An Illinois native who studied political journalism, Zimmermann’s journey has taken her from the Peace Corps to the U.S. Department of Education to be a national advocate for career and technical education. Now at IDEA as the new director of Career and Technical Education, Zimmermann will ensure that all IDEA scholars are prepared for their important next step after high school, including college, career, military or the workplace. She said she looks forward to collaborating closely with CTE and academic instructors to make this happen.
“CTE is a dynamic way to deliver education,” Zimmermann explained. “CTE blends rigorous academics with technical skills. Scholars are applying what they’re learning in the classroom with hands-on projects and real-world experience.”
Zimmermann’s early experiences in education came when she was a Peace Corps volunteer in Ukraine helping train future teachers. “I fell in love with working in a school, working shoulder to shoulder with teachers. We were able to do so many cool projects together and infuse different curricula into the classroom,” she said. For example, Zimmermann helped teachers develop a debate camp that culminated in a debate competition and create an English language camp for local high school students that was taught by the students who were training to be future English teachers. “At the camp, students in our teacher training program were co-teachers to deliver and practice work-based learning. This helped the local high school students who wanted to learn practical English and helped these future teachers get an early taste of what it would be like to lead your own classroom.”
After three years in Ukraine, Zimmermann moved to Washington, DC to gain a big-picture perspective on the education system. Her first job here was with the U.S. Department of Education in the Office of Postsecondary Education. “I had the opportunity to work with the Assistant Secretary for Career and Technical and Adult Education,” she recalled. “I realized that I had known about CTE my entire life, but I didn’t have a name for it before.”
“My father worked as a line worker for the phone company. As the telecommunications industry evolved and digital and internet became the norm, he had to do more training. That showed me how technical skills have currency. No matter what happens in the economy you’re going to have a safety net when you can use those skills in so many different ways.”
When Zimmermann left the Department of Education, she took a position with Advance CTE, a national nonprofit organization working to collect, promote, and disseminate best practices in CTE around the country. “I was excited to move into public policy, where I had the opportunity to get a sense of the whole landscape of CTE, including in high schools, technical colleges, and apprenticeships.”

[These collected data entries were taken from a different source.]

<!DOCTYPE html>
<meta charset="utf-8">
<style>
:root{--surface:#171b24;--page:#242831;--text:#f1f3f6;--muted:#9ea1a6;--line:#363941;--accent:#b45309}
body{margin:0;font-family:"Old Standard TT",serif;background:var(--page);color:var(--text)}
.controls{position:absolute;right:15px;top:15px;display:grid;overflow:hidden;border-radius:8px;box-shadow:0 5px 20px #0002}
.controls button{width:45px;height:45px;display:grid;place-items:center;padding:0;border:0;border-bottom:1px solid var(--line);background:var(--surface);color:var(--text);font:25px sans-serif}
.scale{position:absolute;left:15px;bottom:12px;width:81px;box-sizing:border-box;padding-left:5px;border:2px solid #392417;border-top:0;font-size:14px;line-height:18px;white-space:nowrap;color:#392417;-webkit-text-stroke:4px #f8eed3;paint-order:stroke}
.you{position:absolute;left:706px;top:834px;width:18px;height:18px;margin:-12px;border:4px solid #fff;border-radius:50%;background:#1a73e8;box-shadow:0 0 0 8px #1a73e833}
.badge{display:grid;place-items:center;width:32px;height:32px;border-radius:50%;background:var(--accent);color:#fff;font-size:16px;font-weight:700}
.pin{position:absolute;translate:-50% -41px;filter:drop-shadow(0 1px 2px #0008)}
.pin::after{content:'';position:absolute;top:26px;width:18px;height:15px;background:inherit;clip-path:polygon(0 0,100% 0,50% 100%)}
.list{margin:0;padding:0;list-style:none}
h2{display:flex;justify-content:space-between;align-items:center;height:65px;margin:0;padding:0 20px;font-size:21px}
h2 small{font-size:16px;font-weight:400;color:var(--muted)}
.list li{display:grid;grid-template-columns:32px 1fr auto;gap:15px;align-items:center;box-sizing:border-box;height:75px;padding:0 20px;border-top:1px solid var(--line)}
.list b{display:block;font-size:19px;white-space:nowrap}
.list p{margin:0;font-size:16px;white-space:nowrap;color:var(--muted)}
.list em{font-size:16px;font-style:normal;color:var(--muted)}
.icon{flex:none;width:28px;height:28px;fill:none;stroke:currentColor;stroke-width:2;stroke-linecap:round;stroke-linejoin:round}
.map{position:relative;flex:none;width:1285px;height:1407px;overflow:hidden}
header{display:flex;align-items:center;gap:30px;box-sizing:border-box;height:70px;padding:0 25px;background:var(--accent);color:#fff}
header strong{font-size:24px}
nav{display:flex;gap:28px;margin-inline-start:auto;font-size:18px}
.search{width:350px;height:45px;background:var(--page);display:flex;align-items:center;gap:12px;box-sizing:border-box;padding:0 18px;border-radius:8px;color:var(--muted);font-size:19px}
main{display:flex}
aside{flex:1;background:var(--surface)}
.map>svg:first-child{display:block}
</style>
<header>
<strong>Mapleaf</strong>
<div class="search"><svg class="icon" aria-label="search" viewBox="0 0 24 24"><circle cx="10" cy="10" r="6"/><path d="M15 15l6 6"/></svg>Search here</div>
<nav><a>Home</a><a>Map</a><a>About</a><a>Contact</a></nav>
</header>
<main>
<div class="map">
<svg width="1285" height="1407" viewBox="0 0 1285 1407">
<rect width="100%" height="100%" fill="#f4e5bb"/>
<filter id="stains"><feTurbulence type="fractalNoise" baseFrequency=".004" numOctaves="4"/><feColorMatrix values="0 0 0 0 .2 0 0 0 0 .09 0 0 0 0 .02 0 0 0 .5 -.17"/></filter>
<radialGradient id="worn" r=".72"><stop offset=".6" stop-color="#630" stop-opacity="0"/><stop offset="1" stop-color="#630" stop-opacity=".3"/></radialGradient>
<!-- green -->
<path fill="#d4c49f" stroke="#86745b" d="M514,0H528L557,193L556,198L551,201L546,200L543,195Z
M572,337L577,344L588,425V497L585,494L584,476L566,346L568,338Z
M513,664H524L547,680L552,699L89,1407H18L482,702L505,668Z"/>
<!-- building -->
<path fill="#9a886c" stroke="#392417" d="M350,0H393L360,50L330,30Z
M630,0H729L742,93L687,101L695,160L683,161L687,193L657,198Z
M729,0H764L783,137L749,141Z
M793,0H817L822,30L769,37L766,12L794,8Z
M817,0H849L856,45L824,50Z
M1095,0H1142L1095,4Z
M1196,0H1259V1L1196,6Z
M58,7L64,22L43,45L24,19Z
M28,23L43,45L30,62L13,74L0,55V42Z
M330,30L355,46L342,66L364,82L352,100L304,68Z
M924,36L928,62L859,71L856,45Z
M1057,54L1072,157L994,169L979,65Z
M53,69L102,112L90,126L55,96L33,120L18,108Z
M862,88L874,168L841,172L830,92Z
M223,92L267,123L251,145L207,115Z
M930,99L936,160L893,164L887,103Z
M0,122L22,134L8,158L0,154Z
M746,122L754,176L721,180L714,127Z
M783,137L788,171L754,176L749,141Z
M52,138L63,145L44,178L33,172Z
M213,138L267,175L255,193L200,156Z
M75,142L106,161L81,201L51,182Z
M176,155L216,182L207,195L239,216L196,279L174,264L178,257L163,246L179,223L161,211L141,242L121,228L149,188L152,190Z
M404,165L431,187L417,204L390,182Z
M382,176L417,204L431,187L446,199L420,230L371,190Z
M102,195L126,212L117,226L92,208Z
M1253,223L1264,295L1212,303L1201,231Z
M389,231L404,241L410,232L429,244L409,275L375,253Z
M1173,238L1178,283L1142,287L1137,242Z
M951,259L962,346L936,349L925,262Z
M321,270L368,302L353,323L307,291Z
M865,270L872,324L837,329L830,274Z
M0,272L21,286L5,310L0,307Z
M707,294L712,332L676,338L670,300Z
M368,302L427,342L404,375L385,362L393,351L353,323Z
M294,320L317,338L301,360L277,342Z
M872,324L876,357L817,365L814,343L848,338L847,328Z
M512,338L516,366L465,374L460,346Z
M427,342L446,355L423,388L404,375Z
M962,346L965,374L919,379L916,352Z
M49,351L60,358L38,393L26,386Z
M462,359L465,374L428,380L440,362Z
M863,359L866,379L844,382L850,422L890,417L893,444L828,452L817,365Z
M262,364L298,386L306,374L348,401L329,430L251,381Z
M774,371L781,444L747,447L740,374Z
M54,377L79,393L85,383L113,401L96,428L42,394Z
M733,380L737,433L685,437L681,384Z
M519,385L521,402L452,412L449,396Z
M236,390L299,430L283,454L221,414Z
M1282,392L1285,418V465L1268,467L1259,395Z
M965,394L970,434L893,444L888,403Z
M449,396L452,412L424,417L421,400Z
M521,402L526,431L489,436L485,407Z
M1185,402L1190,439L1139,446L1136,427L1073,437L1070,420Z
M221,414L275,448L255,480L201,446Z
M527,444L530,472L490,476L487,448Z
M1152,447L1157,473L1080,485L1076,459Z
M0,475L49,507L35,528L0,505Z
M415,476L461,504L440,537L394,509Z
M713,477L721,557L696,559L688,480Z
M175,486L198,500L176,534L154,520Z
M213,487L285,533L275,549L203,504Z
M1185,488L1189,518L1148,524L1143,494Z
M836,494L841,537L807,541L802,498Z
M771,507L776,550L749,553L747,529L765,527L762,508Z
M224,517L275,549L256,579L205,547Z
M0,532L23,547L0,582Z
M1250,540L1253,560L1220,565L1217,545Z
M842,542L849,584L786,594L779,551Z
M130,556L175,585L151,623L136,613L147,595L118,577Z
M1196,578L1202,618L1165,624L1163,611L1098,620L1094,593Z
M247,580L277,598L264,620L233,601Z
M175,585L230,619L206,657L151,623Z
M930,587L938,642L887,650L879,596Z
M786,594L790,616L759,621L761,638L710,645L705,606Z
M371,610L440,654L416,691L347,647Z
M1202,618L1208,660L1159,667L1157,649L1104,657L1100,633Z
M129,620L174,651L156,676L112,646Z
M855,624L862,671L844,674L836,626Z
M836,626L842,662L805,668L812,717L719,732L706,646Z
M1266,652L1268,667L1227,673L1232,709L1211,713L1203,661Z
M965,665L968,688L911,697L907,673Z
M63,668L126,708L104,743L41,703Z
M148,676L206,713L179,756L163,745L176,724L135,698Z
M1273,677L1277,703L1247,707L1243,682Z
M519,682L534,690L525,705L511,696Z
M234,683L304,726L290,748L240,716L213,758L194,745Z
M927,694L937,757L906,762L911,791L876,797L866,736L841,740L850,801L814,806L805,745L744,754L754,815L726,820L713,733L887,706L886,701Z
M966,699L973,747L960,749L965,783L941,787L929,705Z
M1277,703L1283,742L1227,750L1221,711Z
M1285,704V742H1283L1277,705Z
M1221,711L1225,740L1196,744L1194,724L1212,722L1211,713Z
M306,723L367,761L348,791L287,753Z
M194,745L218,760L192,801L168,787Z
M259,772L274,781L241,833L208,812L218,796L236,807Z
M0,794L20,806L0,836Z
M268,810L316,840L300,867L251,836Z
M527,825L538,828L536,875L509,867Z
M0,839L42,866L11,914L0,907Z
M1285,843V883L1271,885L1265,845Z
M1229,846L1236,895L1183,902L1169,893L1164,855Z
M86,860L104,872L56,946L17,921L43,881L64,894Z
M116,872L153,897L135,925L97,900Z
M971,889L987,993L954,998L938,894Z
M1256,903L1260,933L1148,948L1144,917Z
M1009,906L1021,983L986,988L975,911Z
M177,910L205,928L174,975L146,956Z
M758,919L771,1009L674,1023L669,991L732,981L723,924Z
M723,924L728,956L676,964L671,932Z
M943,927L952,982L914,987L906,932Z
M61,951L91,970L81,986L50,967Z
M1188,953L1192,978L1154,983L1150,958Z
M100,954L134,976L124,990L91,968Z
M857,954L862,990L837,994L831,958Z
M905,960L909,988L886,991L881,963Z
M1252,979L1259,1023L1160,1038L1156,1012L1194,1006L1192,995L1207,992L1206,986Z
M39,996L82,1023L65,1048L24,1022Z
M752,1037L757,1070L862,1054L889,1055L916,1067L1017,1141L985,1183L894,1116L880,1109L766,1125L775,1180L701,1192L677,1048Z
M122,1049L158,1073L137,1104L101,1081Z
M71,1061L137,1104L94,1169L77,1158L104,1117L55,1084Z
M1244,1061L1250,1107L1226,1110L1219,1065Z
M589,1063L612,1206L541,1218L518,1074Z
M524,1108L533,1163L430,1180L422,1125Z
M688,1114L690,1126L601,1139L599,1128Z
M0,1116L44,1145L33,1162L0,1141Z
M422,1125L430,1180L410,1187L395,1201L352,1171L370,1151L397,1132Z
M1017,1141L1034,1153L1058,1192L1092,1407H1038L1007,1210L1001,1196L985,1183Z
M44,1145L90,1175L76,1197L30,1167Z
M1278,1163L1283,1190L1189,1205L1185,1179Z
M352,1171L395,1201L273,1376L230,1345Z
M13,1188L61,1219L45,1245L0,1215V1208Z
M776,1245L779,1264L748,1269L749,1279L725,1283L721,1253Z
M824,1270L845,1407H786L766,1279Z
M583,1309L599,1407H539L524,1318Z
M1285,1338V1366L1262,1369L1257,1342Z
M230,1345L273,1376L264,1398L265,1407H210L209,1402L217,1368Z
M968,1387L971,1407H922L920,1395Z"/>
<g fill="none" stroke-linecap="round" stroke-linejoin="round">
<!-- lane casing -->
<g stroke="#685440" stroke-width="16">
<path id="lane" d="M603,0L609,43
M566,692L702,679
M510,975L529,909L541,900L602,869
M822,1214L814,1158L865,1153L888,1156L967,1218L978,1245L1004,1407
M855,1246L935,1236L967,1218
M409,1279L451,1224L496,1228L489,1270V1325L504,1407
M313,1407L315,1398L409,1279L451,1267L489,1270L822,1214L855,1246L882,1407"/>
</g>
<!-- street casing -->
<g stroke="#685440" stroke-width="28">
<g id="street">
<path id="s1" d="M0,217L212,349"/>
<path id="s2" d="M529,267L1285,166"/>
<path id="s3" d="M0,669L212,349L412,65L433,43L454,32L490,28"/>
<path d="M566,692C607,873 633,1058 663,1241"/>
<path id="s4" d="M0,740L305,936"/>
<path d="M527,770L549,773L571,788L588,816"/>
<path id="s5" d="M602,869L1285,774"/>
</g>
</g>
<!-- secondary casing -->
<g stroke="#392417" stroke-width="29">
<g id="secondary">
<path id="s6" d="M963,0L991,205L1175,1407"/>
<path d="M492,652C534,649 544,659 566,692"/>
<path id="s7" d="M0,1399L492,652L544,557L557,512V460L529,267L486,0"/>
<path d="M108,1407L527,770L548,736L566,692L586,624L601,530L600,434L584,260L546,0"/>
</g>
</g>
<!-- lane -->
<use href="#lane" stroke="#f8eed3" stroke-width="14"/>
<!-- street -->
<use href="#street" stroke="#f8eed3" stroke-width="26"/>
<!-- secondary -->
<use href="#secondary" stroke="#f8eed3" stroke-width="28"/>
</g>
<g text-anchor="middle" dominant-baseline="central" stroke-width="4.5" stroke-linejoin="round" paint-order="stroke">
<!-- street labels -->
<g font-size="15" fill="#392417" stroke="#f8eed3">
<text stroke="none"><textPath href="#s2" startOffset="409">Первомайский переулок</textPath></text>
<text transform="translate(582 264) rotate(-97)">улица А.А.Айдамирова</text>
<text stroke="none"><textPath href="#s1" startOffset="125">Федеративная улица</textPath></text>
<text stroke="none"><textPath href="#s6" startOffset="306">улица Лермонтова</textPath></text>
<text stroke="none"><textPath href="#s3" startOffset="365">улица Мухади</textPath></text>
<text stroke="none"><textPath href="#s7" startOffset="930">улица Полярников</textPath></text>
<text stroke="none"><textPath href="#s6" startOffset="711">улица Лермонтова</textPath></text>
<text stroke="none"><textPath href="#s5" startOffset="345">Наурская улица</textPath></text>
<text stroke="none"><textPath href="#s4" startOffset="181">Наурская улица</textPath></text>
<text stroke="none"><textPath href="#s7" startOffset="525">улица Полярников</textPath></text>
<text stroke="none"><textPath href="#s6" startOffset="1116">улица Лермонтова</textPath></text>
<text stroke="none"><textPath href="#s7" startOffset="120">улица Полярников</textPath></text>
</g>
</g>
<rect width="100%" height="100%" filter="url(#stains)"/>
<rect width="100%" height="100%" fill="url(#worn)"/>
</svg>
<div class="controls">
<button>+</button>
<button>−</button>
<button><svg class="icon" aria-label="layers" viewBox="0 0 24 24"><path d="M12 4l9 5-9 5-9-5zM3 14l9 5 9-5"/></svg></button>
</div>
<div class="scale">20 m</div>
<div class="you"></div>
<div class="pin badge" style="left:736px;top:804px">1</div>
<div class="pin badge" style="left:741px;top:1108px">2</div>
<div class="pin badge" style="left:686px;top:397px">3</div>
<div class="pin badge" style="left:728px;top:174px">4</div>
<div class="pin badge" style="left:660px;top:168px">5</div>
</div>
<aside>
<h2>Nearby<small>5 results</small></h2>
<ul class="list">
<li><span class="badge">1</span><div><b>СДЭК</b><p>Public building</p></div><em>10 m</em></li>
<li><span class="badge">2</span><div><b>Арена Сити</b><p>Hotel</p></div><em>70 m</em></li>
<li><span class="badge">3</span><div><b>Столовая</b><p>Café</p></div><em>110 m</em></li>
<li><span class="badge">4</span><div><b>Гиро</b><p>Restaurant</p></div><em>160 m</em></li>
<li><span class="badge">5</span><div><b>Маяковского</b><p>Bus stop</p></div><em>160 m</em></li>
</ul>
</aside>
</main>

She then moved into a new role within the organization doing leadership development for new state leaders of CTE. “I loved working closely with our members to identify challenges and find resources and best practices to tackle those challenges. It gave me an understanding of how states and local schools were improving outcomes for students.”
Now, at IDEA, Zimmermann looks forward to putting those ideas to use. “I want to make sure that every IDEA scholar has experiences across the continuum of work-based learning,” she explained. “That includes career exploration such as career fairs and guest speakers all the way to more intensive exposure such as internships and apprenticeships.” Creating connections between academic disciplines and CTE classes--such as integrating environmental science and green entrepreneurship--is another priority.
“I’m excited to be collaborating with teachers in this role,” Zimmerman said. “Teachers are so creative and I want to support them and our scholars in finding new ways to teach and learn together.”
Programs that fall under the Zimmermann’s purview include the Academy of Construction and Design, the Child Development Associate program, video game design and coding, green entrepreneurship, graphic design and print entrepreneurship, Urban Alliance and other internships, and dual enrollment with the University of the District of Columbia Community College.